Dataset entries

▼

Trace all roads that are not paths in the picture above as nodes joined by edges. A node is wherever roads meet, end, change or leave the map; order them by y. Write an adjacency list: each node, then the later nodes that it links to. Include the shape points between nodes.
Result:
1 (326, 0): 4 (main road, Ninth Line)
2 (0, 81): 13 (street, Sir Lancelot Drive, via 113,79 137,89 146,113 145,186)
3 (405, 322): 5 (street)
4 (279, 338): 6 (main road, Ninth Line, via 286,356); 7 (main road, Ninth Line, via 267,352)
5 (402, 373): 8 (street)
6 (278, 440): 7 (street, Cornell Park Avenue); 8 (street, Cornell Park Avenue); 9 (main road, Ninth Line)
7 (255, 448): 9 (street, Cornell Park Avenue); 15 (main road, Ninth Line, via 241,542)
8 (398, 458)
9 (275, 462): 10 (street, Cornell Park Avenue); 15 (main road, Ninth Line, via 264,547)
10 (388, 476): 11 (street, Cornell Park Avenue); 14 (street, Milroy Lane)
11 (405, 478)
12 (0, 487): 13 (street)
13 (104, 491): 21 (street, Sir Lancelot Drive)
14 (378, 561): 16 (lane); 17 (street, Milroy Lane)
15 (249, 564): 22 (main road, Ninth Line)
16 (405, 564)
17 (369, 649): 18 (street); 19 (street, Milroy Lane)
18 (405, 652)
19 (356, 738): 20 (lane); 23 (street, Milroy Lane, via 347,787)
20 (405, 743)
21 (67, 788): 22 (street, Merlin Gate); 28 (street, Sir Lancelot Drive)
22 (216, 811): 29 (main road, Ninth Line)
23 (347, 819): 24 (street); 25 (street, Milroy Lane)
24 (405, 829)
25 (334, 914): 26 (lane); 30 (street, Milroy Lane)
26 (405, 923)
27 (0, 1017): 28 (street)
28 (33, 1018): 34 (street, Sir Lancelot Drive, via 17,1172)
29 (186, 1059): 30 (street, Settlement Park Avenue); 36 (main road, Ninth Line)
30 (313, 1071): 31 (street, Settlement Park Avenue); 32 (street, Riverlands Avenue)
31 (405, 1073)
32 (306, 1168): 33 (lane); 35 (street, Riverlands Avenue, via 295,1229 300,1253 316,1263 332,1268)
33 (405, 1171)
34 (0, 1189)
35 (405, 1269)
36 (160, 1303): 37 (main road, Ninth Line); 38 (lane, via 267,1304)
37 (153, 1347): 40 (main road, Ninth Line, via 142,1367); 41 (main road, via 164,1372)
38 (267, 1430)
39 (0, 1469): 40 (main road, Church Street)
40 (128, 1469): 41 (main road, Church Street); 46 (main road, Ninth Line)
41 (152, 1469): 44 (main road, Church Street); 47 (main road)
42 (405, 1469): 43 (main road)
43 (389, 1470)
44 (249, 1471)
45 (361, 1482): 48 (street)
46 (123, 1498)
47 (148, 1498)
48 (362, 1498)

▲

*THE TASK:* Print each record again. Nothing may be left out.

*OUTPUT FOR THIS EXERCISE:*
Trace all roads that are not paths in the picture above as nodes joined by edges. A node is wherever roads meet, end, change or leave the map; order them by y. Write an adjacency list: each node, then the later nodes that it links to. Include the shape points between nodes.
Result:
1 (326, 0): 4 (main road, Ninth Line)
2 (0, 81): 13 (street, Sir Lancelot Drive, via 113,79 137,89 146,113 145,186)
3 (405, 322): 5 (street)
4 (279, 338): 6 (main road, Ninth Line, via 286,356); 7 (main road, Ninth Line, via 267,352)
5 (402, 373): 8 (street)
6 (278, 440): 7 (street, Cornell Park Avenue); 8 (street, Cornell Park Avenue); 9 (main road, Ninth Line)
7 (255, 448): 9 (street, Cornell Park Avenue); 15 (main road, Ninth Line, via 241,542)
8 (398, 458)
9 (275, 462): 10 (street, Cornell Park Avenue); 15 (main road, Ninth Line, via 264,547)
10 (388, 476): 11 (street, Cornell Park Avenue); 14 (street, Milroy Lane)
11 (405, 478)
12 (0, 487): 13 (street)
13 (104, 491): 21 (street, Sir Lancelot Drive)
14 (378, 561): 16 (lane); 17 (street, Milroy Lane)
15 (249, 564): 22 (main road, Ninth Line)
16 (405, 564)
17 (369, 649): 18 (street); 19 (street, Milroy Lane)
18 (405, 652)
19 (356, 738): 20 (lane); 23 (street, Milroy Lane, via 347,787)
20 (405, 743)
21 (67, 788): 22 (street, Merlin Gate); 28 (street, Sir Lancelot Drive)
22 (216, 811): 29 (main road, Ninth Line)
23 (347, 819): 24 (street); 25 (street, Milroy Lane)
24 (405, 829)
25 (334, 914): 26 (lane); 30 (street, Milroy Lane)
26 (405, 923)
27 (0, 1017): 28 (street)
28 (33, 1018): 34 (street, Sir Lancelot Drive, via 17,1172)
29 (186, 1059): 30 (street, Settlement Park Avenue); 36 (main road, Ninth Line)
30 (313, 1071): 31 (street, Settlement Park Avenue); 32 (street, Riverlands Avenue)
31 (405, 1073)
32 (306, 1168): 33 (lane); 35 (street, Riverlands Avenue, via 295,1229 300,1253 316,1263 332,1268)
33 (405, 1171)
34 (0, 1189)
35 (405, 1269)
36 (160, 1303): 37 (main road, Ninth Line); 38 (lane, via 267,1304)
37 (153, 1347): 40 (main road, Ninth Line, via 142,1367); 41 (main road, via 164,1372)
38 (267, 1430)
39 (0, 1469): 40 (main road, Church Street)
40 (128, 1469): 41 (main road, Church Street); 46 (main road, Ninth Line)
41 (152, 1469): 44 (main road, Church Street); 47 (main road)
42 (405, 1469): 43 (main road)
43 (389, 1470)
44 (249, 1471)
45 (361, 1482): 48 (street)
46 (123, 1498)
47 (148, 1498)
48 (362, 1498)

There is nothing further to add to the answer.